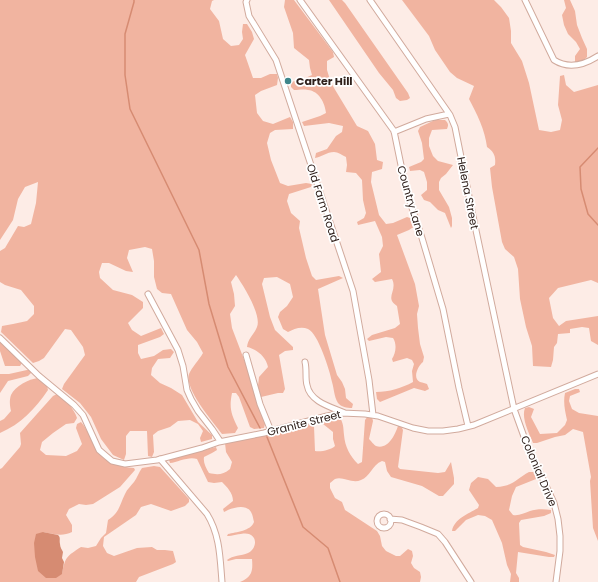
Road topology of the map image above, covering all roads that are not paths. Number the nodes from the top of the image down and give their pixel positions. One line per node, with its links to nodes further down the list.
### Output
1 (247, 0): 15 (street, Old Farm Road)
2 (300, 0): 7 (street, Country Lane)
3 (370, 0): 6 (street, Helena Street)
4 (525, 0): 5 (street)
5 (598, 56)
6 (449, 114): 7 (street); 13 (street, Helena Street)
7 (394, 132): 16 (street, Country Lane)
8 (148, 294): 18 (street)
9 (0, 338): 19 (street, Granite Street)
10 (246, 355): 17 (street)
11 (305, 362): 14 (street)
12 (598, 374): 13 (street, Granite Street)
13 (514, 408): 16 (street, Granite Street); 23 (street, Colonial Drive)
14 (346, 413): 15 (street, Granite Street); 17 (street, Granite Street)
15 (373, 415): 16 (street, Granite Street)
16 (468, 426)
17 (271, 431): 18 (street, Granite Street)
18 (220, 441): 19 (street, Granite Street)
19 (160, 459): 21 (street)
20 (390, 519): 22 (street)
21 (222, 582)
22 (471, 582)
23 (556, 582)

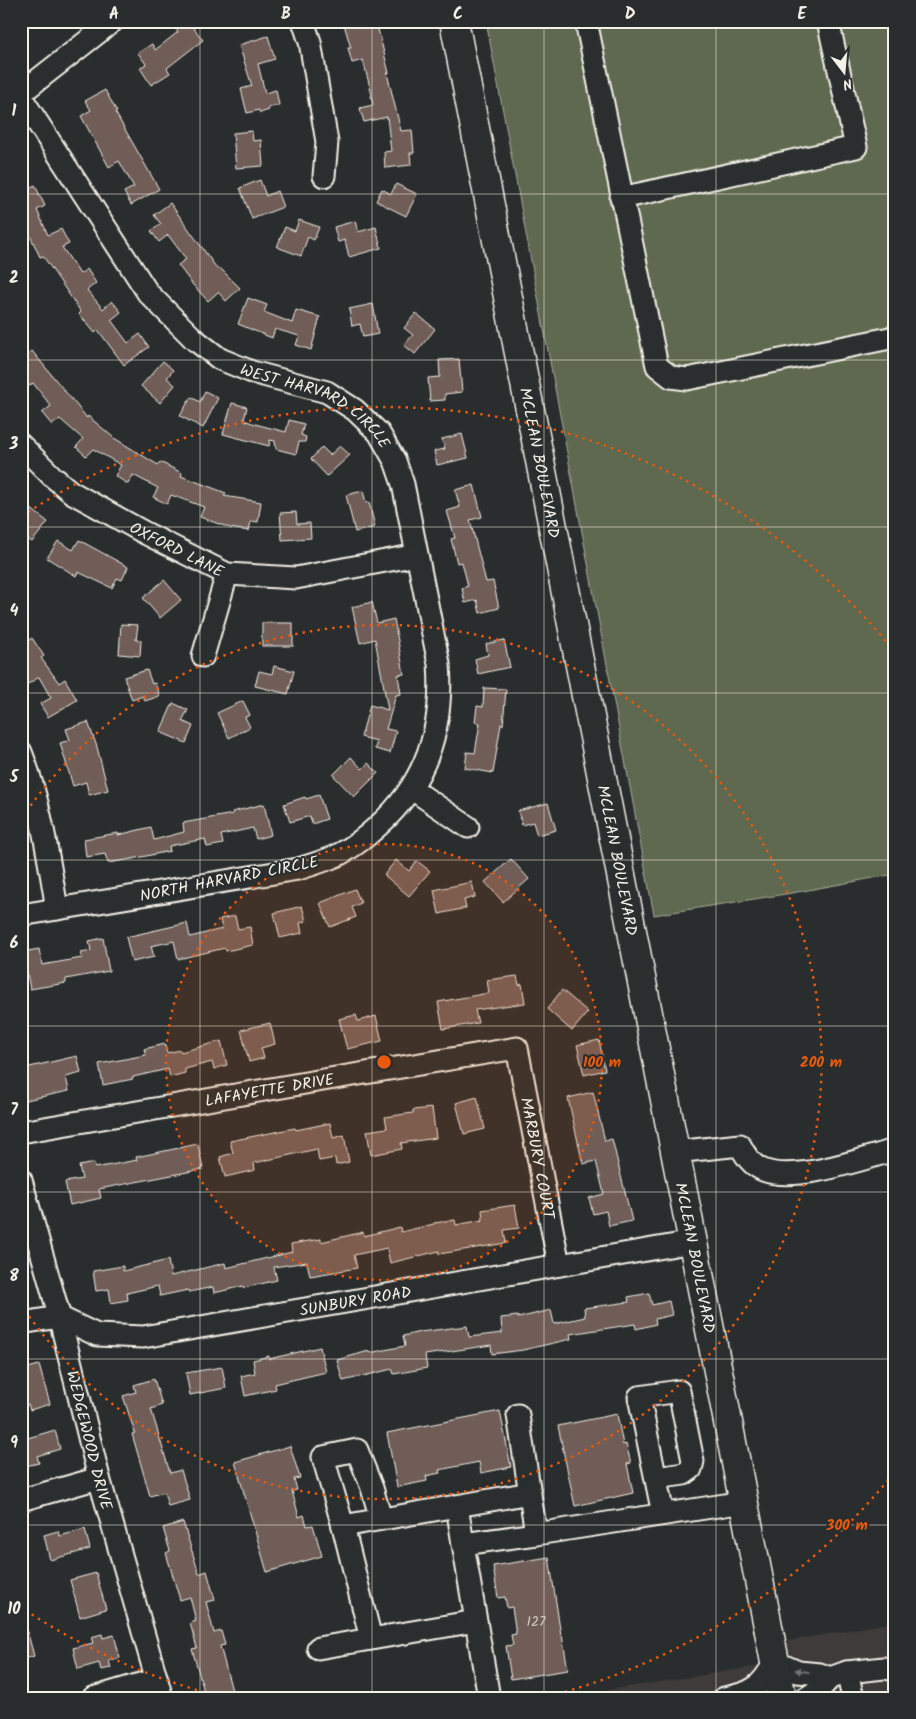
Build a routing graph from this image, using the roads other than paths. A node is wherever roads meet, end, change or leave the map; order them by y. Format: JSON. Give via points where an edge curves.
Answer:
{"nodes":[{"id":1,"x":113,"y":21,"type":"edge"},
{"id":2,"x":303,"y":21,"type":"edge"},
{"id":3,"x":454,"y":21,"type":"edge"},
{"id":4,"x":586,"y":21,"type":"edge"},
{"id":5,"x":828,"y":21,"type":"edge"},
{"id":6,"x":21,"y":92,"type":"edge"},
{"id":7,"x":21,"y":98,"type":"edge"},
{"id":8,"x":324,"y":176,"type":"dead end"},
{"id":9,"x":622,"y":198,"type":"junction"},
{"id":10,"x":895,"y":337,"type":"edge"},
{"id":11,"x":21,"y":445,"type":"edge"},
{"id":12,"x":417,"y":555,"type":"junction"},
{"id":13,"x":227,"y":574,"type":"junction"},
{"id":14,"x":203,"y":656,"type":"dead end"},
{"id":15,"x":21,"y":752,"type":"edge"},
{"id":16,"x":412,"y":789,"type":"junction"},
{"id":17,"x":468,"y":827,"type":"dead end"},
{"id":18,"x":57,"y":909,"type":"junction"},
{"id":19,"x":21,"y":914,"type":"edge"},
{"id":20,"x":517,"y":1051,"type":"joint"},
{"id":21,"x":21,"y":1132,"type":"edge"},
{"id":22,"x":895,"y":1150,"type":"edge"},
{"id":23,"x":675,"y":1152,"type":"junction"},
{"id":24,"x":21,"y":1180,"type":"edge"},
{"id":25,"x":693,"y":1242,"type":"junction"},
{"id":26,"x":560,"y":1265,"type":"junction"},
{"id":27,"x":59,"y":1316,"type":"junction"},
{"id":28,"x":21,"y":1323,"type":"edge"},
{"id":29,"x":518,"y":1415,"type":"dead end"},
{"id":30,"x":99,"y":1478,"type":"junction"},
{"id":31,"x":656,"y":1478,"type":"dead end"},
{"id":32,"x":530,"y":1493,"type":"junction"},
{"id":33,"x":21,"y":1500,"type":"edge"},
{"id":34,"x":744,"y":1502,"type":"junction"},
{"id":35,"x":457,"y":1506,"type":"junction"},
{"id":36,"x":663,"y":1514,"type":"junction"},
{"id":37,"x":381,"y":1519,"type":"junction"},
{"id":38,"x":343,"y":1526,"type":"junction"},
{"id":39,"x":536,"y":1534,"type":"junction"},
{"id":40,"x":463,"y":1544,"type":"junction"},
{"id":41,"x":476,"y":1621,"type":"junction"},
{"id":42,"x":371,"y":1639,"type":"junction"},
{"id":43,"x":318,"y":1648,"type":"dead end"},
{"id":44,"x":775,"y":1662,"type":"junction"},
{"id":45,"x":895,"y":1670,"type":"edge"},
{"id":46,"x":839,"y":1675,"type":"junction"},
{"id":47,"x":159,"y":1688,"type":"edge"},
{"id":48,"x":741,"y":1697,"type":"edge"},
{"id":49,"x":92,"y":1698,"type":"edge"},
{"id":50,"x":489,"y":1698,"type":"edge"},
{"id":51,"x":782,"y":1698,"type":"edge"},
{"id":52,"x":806,"y":1698,"type":"edge"},
{"id":53,"x":853,"y":1698,"type":"edge"}],
"edges":[{"from":1,"to":6,"type":"street"},
{"from":2,"to":8,"type":"street","via":[[310,42],[327,142]]},
{"from":3,"to":23,"type":"main road","name":"MCLEAN BOULEVARD"},
{"from":4,"to":9,"type":"street"},
{"from":5,"to":9,"type":"street","via":[[856,147]]},
{"from":7,"to":12,"type":"street","name":"WEST HARVARD CIRCLE","via":[[148,293],[194,340],[220,359],[252,372],[327,392],[355,410],[379,433],[404,484]]},
{"from":9,"to":10,"type":"street","via":[[657,366],[671,377],[687,379]]},
{"from":11,"to":13,"type":"street","name":"OXFORD LANE","via":[[71,492]]},
{"from":12,"to":13,"type":"street","name":"OXFORD LANE","via":[[296,578]]},
{"from":12,"to":16,"type":"street","name":"WEST HARVARD CIRCLE","via":[[439,664],[440,685],[433,742]]},
{"from":13,"to":14,"type":"street"},
{"from":15,"to":18,"type":"street","via":[[41,817]]},
{"from":16,"to":17,"type":"street"},
{"from":16,"to":18,"type":"street","name":"NORTH HARVARD CIRCLE","via":[[395,811],[366,837],[339,855],[318,863],[273,874]]},
{"from":18,"to":19,"type":"street","name":"NORTH HARVARD CIRCLE"},
{"from":20,"to":21,"type":"street","name":"LAFAYETTE DRIVE","via":[[517,1048]]},
{"from":20,"to":26,"type":"street","name":"MARBURY COURT"},
{"from":22,"to":23,"type":"street","via":[[836,1166],[791,1173],[755,1166],[740,1145]]},
{"from":23,"to":25,"type":"main road","name":"MCLEAN BOULEVARD"},
{"from":24,"to":27,"type":"street","name":"WEDGEWOOD DRIVE"},
{"from":25,"to":26,"type":"street","name":"SUNBURY ROAD"},
{"from":25,"to":34,"type":"main road","name":"MCLEAN BOULEVARD"},
{"from":26,"to":27,"type":"street","name":"SUNBURY ROAD","via":[[142,1337],[97,1335]]},
{"from":27,"to":28,"type":"street"},
{"from":27,"to":30,"type":"street","name":"WEDGEWOOD DRIVE"},
{"from":29,"to":32,"type":"street"},
{"from":30,"to":33,"type":"street"},
{"from":30,"to":47,"type":"street","name":"WEDGEWOOD DRIVE"},
{"from":31,"to":36,"type":"street"},
{"from":32,"to":35,"type":"street"},
{"from":32,"to":39,"type":"street"},
{"from":34,"to":36,"type":"street"},
{"from":34,"to":44,"type":"main road","name":"MCLEAN BOULEVARD"},
{"from":35,"to":37,"type":"street"},
{"from":35,"to":40,"type":"street"},
{"from":36,"to":39,"type":"street"},
{"from":37,"to":38,"type":"street"},
{"from":37,"to":38,"type":"street","via":[[357,1450],[323,1457]]},
{"from":38,"to":42,"type":"street"},
{"from":39,"to":40,"type":"street"},
{"from":40,"to":41,"type":"street"},
{"from":41,"to":42,"type":"street"},
{"from":41,"to":50,"type":"street"},
{"from":42,"to":43,"type":"street"},
{"from":46,"to":44,"type":"street","one_way":true,"via":[[798,1672]]},
{"from":44,"to":48,"type":"street","via":[[766,1679]]},
{"from":44,"to":51,"type":"main road","name":"MCLEAN BOULEVARD"},
{"from":45,"to":46,"type":"street","via":[[884,1668]]},
{"from":46,"to":52,"type":"street"},
{"from":46,"to":53,"type":"street"},
{"from":47,"to":49,"type":"street"}]}
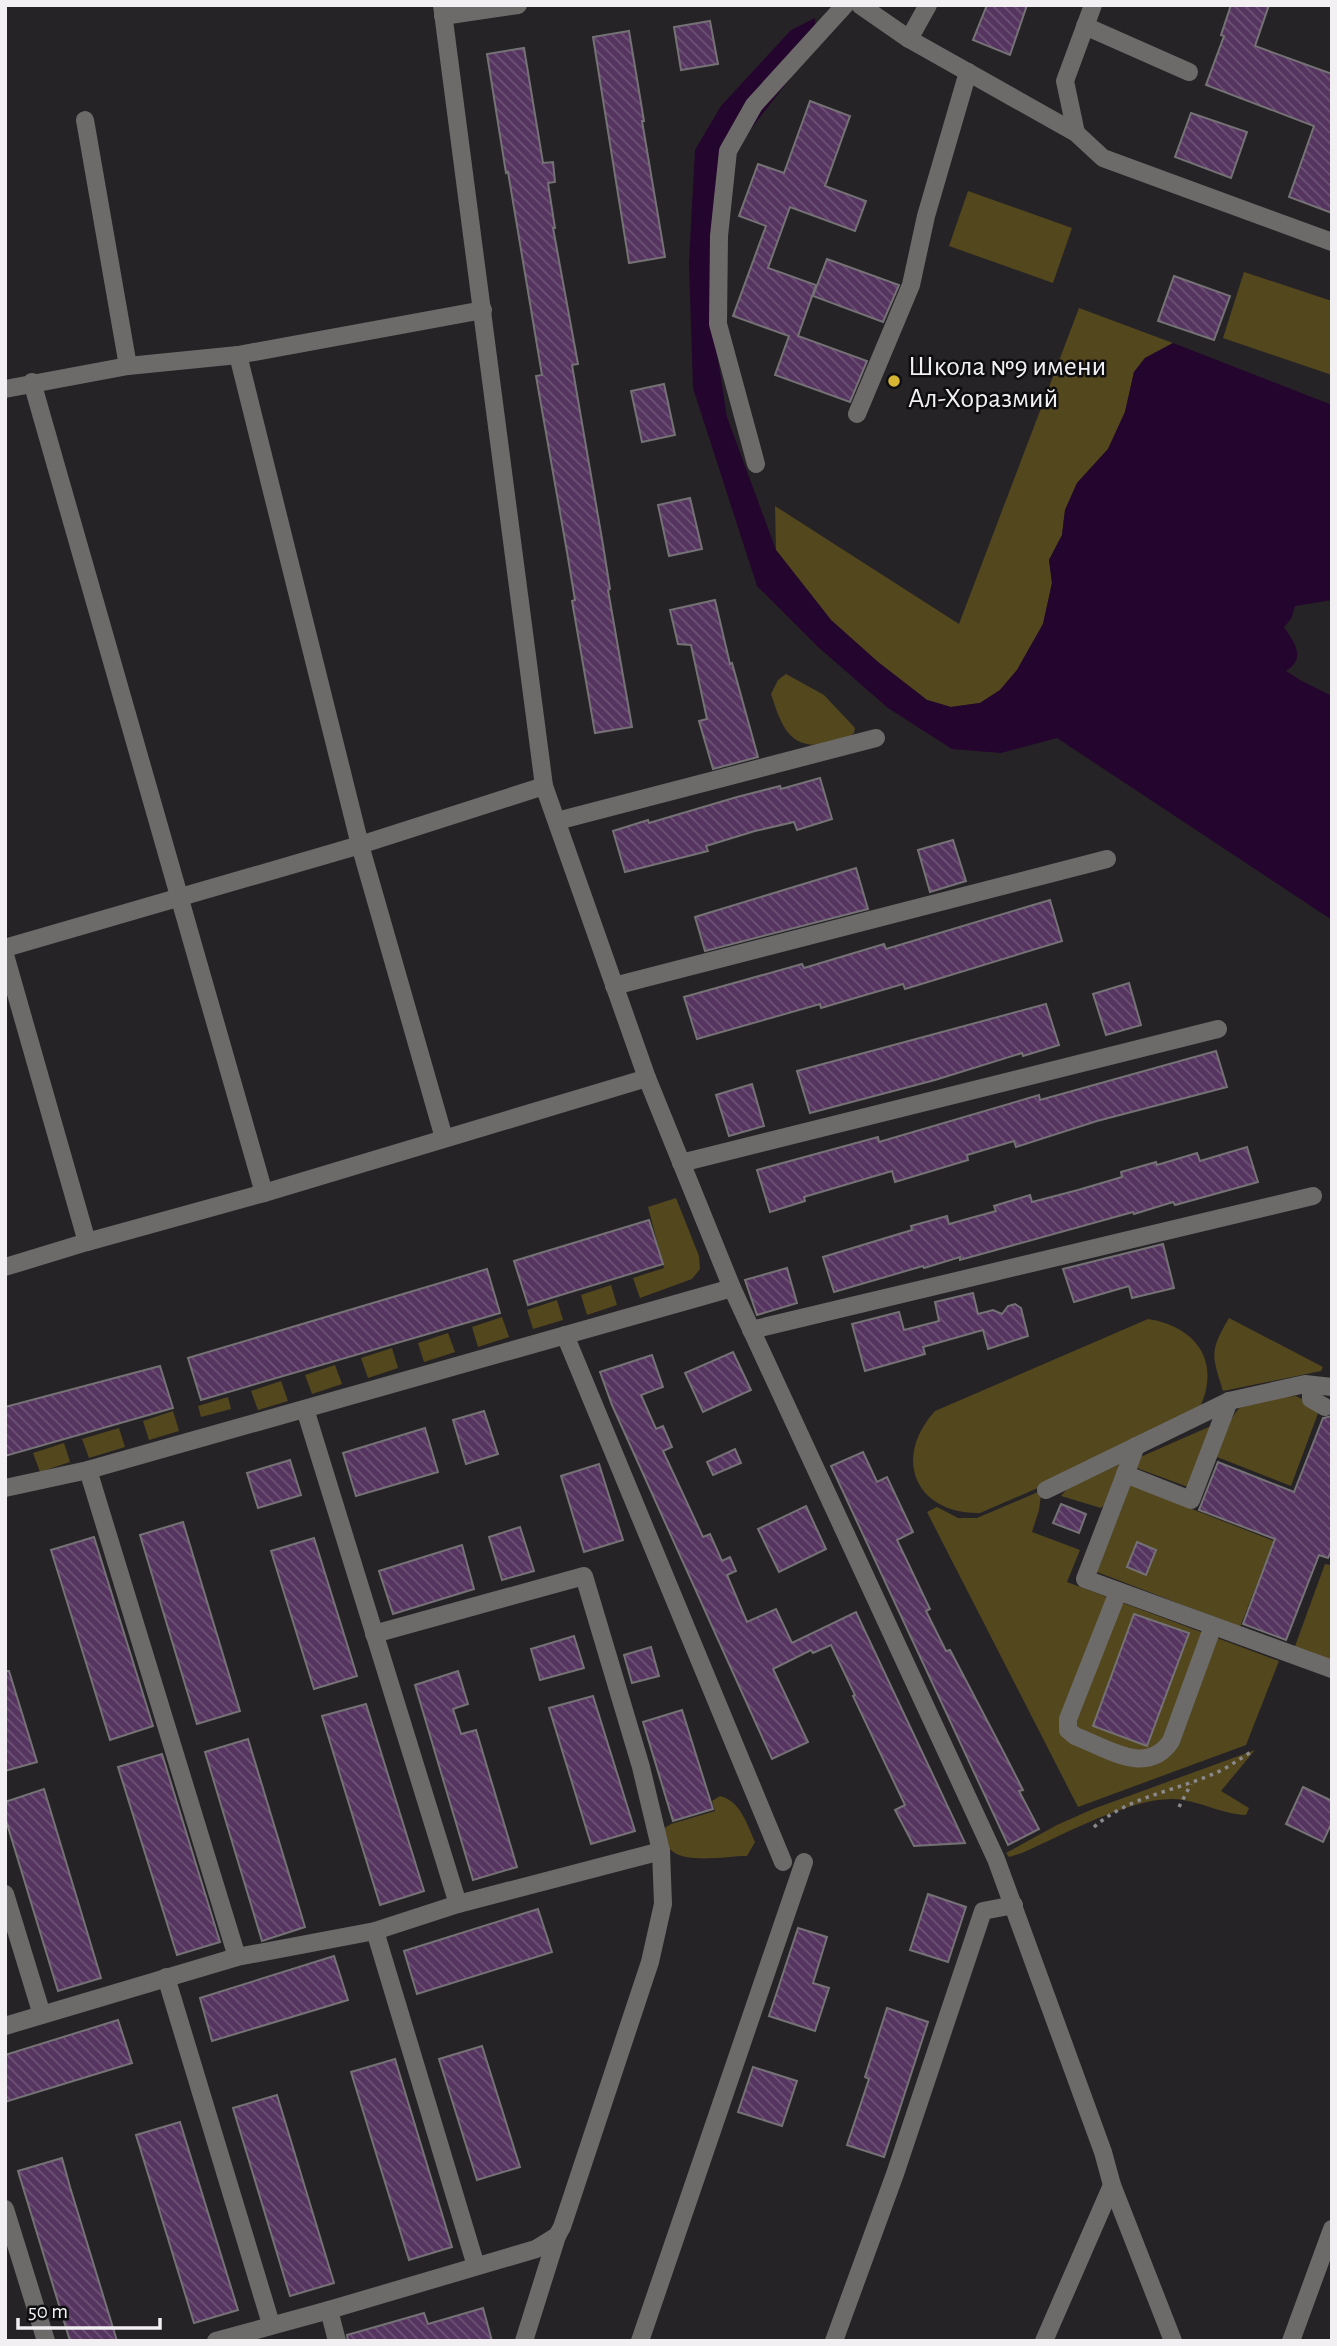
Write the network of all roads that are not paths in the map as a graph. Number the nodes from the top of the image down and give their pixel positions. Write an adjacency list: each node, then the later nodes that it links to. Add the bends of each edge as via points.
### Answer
1 (518, 5): 6 (street)
2 (845, 5): 20 (street, via 754,105 728,151 719,236 718,324)
3 (860, 5): 8 (street)
4 (928, 5): 8 (street)
5 (1093, 5): 7 (street)
6 (442, 11): 14 (street)
7 (1085, 26): 10 (street); 12 (street, via 1065,81)
8 (909, 38): 9 (street)
9 (968, 72): 12 (street); 19 (street, via 911,285)
10 (1189, 72)
11 (85, 120): 16 (street)
12 (1076, 133): 13 (street, via 1103,158)
13 (1332, 242)
14 (483, 310): 15 (street); 22 (street)
15 (238, 355): 16 (street); 24 (street)
16 (128, 366): 17 (street)
17 (32, 382): 18 (street); 26 (street)
18 (5, 388)
19 (857, 414)
20 (756, 464)
21 (876, 738): 23 (street)
22 (544, 786): 23 (street); 24 (street)
23 (557, 821): 29 (street)
24 (360, 845): 26 (street); 32 (street)
25 (1107, 859): 29 (street)
26 (179, 899): 27 (street); 34 (street)
27 (5, 948)
28 (5, 955): 36 (street)
29 (614, 986): 31 (street)
30 (1218, 1029): 33 (street)
31 (647, 1078): 32 (street); 33 (street)
32 (444, 1139): 34 (street)
33 (681, 1163): 38 (street)
34 (264, 1193): 36 (street)
35 (1313, 1196): 39 (street)
36 (87, 1242): 37 (street)
37 (5, 1267)
38 (732, 1288): 39 (street); 40 (street)
39 (751, 1330): 60 (street)
40 (565, 1335): 45 (street); 56 (street)
41 (1311, 1385): 42 (street); 43 (street); 44 (street, via 1311,1399)
42 (1332, 1387)
43 (1229, 1401): 46 (street); 48 (street, via 1191,1500)
44 (1325, 1407)
45 (305, 1409): 47 (street); 53 (street)
46 (1136, 1446): 48 (street); 50 (street)
47 (88, 1470): 49 (street); 62 (street)
48 (1125, 1474): 51 (street, via 1084,1579)
49 (5, 1488)
50 (1046, 1490)
51 (1118, 1592): 52 (street); 52 (street, via 1068,1719 1068,1730 1138,1760 1163,1753 1171,1741)
52 (1213, 1626): 54 (street)
53 (374, 1634): 55 (street, via 584,1576 641,1767); 59 (street)
54 (1332, 1670)
55 (661, 1852): 59 (street); 69 (street, via 663,1904 650,1962)
56 (783, 1862)
57 (804, 1862): 77 (street)
58 (5, 1894): 64 (street)
59 (458, 1904): 61 (street)
60 (1014, 1905): 66 (street); 78 (street, via 983,1911)
61 (375, 1931): 62 (street); 70 (street)
62 (237, 1957): 63 (street)
63 (166, 1978): 64 (street); 72 (street)
64 (42, 2015): 65 (street)
65 (5, 2026)
66 (1112, 2185): 79 (street); 80 (street)
67 (5, 2209): 73 (street)
68 (1332, 2229): 81 (street)
69 (557, 2236): 70 (street, via 536,2249); 76 (street)
70 (476, 2266): 71 (street)
71 (329, 2310): 72 (street); 75 (street)
72 (271, 2324): 74 (street)
73 (46, 2341)
74 (216, 2341)
75 (337, 2341)
76 (524, 2341)
77 (640, 2341)
78 (834, 2341)
79 (1044, 2341)
80 (1173, 2341)
81 (1291, 2341)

————————

→ **Task to complete**
Check each line of the listing above. Copy the ones with the word "graph".

→ **Response box**
Build a routing graph from this image, using the roads other than paths. A node is wherever roads meet, end, change or leave the map; order them by y. Format: JSON. Give via points where an edge curves.
Write the network of all roads that are not paths in the map as a graph. Number the nodes from the top of the image down and give their pixel positions. Write an adjacency list: each node, then the later nodes that it links to. Add the bends of each edge as via points.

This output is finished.